§ Work to complete: Each time a line of the listing holds "down", copy that line.

§ Records to use:
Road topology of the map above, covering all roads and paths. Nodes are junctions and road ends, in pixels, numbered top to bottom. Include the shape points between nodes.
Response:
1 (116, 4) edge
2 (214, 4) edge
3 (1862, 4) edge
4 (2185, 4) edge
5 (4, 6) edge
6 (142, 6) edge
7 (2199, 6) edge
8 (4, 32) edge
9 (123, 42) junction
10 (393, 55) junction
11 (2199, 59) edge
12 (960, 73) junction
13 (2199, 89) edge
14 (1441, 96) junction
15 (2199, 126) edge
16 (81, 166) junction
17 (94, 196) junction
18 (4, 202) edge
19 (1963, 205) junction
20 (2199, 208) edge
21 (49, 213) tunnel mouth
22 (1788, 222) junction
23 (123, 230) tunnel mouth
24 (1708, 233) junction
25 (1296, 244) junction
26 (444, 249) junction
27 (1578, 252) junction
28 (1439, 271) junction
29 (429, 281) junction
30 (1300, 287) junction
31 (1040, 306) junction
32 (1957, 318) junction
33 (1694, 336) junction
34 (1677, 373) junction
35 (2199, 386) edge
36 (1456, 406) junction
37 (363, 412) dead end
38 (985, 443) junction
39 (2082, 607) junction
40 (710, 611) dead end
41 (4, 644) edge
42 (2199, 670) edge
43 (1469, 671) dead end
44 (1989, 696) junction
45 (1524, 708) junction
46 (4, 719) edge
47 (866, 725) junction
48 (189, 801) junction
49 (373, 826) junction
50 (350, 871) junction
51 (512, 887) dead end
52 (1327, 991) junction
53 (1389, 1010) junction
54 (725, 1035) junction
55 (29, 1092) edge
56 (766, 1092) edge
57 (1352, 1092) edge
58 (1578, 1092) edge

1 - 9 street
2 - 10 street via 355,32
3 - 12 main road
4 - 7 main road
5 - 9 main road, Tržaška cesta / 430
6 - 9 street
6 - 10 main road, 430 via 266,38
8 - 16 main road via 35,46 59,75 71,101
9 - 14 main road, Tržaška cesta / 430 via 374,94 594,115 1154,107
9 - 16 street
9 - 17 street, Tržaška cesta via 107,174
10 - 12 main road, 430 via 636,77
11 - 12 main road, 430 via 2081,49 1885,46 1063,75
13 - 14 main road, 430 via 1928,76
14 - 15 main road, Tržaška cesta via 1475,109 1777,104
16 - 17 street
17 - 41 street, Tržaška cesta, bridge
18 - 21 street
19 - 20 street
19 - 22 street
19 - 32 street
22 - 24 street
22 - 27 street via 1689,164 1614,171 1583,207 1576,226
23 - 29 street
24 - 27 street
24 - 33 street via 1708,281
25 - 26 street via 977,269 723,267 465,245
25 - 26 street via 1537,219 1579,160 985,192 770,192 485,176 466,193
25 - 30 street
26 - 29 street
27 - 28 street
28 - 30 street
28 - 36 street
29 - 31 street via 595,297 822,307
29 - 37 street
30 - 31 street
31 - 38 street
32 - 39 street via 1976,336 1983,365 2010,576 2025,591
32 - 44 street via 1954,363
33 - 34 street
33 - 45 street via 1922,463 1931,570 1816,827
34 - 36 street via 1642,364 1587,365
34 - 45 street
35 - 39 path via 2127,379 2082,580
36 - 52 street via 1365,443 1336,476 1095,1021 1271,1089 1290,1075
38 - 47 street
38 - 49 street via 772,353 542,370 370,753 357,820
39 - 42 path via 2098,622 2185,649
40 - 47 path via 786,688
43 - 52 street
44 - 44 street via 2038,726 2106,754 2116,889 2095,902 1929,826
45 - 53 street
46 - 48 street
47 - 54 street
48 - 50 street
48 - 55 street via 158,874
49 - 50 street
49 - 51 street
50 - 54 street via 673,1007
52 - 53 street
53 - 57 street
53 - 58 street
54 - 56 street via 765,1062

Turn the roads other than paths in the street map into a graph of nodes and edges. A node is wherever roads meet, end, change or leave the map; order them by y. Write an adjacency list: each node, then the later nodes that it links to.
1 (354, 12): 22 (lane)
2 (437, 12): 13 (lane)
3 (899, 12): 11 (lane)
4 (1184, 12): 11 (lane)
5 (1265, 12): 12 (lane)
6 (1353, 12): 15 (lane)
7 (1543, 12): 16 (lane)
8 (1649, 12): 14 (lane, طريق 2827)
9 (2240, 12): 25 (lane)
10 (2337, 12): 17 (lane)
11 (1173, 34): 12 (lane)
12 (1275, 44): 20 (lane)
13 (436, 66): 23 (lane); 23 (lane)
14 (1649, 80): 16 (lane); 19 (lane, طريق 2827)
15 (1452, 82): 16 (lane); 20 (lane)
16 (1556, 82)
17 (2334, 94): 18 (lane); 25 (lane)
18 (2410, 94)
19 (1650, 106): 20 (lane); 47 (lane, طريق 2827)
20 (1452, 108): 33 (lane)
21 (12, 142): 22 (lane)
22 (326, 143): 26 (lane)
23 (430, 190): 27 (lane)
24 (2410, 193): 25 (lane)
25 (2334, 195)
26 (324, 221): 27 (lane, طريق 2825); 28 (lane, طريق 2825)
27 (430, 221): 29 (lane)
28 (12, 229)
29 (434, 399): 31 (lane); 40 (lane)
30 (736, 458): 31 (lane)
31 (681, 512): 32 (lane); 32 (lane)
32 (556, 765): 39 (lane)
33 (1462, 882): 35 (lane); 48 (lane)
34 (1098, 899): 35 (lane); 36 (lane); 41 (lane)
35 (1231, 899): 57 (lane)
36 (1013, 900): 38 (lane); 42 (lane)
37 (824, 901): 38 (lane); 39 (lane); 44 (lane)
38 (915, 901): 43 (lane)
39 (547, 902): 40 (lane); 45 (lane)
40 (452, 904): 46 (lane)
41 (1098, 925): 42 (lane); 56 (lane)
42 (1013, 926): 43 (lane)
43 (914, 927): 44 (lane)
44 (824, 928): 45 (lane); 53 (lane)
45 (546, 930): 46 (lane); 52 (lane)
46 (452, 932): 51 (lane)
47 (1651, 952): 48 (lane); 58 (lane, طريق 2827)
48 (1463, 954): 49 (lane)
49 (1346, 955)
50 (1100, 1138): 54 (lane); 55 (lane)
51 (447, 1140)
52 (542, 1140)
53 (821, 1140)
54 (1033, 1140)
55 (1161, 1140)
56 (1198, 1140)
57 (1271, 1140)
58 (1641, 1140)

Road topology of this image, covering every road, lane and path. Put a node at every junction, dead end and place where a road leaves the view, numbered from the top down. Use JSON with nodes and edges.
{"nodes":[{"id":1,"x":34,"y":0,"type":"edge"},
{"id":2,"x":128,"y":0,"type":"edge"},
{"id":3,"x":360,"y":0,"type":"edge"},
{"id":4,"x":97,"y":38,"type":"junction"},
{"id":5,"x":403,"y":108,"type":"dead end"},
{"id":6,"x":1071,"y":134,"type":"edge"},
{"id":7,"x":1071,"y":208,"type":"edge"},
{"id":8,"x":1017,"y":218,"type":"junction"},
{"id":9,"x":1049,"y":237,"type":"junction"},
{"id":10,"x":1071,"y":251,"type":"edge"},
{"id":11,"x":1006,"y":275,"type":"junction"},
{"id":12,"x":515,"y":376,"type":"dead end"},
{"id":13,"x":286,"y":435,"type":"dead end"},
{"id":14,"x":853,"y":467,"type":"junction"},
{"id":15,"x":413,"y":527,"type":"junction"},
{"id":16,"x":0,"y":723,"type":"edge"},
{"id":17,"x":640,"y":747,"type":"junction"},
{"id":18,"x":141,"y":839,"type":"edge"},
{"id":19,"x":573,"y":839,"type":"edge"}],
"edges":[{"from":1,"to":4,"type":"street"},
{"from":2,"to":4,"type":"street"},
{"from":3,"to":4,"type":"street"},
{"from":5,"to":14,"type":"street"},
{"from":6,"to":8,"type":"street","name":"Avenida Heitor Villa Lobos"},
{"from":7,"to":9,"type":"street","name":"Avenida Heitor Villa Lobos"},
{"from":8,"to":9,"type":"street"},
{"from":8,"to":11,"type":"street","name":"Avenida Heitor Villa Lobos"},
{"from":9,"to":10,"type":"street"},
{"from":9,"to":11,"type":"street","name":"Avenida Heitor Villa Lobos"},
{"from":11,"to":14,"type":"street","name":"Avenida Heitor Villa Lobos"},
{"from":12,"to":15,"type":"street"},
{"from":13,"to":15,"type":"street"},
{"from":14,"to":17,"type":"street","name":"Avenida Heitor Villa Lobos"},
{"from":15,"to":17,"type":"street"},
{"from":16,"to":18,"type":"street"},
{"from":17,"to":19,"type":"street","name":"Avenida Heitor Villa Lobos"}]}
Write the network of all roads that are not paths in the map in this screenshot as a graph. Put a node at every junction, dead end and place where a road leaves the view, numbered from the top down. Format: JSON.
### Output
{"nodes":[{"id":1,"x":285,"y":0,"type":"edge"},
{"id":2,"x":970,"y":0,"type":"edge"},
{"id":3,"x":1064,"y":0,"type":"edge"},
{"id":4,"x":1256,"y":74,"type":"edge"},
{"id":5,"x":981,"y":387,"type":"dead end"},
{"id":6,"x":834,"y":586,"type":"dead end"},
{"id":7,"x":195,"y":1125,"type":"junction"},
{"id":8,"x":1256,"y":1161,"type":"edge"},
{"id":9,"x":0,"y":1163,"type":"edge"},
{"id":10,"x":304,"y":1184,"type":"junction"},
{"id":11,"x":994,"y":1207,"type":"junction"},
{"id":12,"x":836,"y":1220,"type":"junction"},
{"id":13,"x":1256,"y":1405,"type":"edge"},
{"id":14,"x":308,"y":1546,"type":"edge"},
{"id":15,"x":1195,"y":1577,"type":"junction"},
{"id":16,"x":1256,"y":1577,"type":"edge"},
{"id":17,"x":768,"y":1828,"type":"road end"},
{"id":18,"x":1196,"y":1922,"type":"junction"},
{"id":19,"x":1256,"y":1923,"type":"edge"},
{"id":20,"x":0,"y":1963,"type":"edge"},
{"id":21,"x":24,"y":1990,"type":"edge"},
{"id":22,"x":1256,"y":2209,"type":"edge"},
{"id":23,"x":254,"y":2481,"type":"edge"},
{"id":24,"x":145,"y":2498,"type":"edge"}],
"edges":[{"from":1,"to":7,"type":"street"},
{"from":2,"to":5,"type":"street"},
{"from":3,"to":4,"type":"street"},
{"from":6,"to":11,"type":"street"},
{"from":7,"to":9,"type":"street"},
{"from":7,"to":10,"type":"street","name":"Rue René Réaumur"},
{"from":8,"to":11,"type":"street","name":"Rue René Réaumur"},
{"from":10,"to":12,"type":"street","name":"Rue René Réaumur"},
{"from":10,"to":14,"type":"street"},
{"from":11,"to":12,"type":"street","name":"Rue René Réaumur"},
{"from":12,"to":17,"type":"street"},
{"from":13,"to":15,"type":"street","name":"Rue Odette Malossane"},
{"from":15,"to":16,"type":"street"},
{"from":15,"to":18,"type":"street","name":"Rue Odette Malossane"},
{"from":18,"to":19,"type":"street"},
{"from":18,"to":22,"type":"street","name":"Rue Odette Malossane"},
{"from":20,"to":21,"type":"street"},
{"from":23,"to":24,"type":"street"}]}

§ Task answer:
Road topology of this image, covering every road, lane and path. Put a node at every junction, dead end and place where a road leaves the view, numbered from the top down. Use JSON with nodes and edges.
Write the network of all roads that are not paths in the map in this screenshot as a graph. Put a node at every junction, dead end and place where a road leaves the view, numbered from the top down. Format: JSON.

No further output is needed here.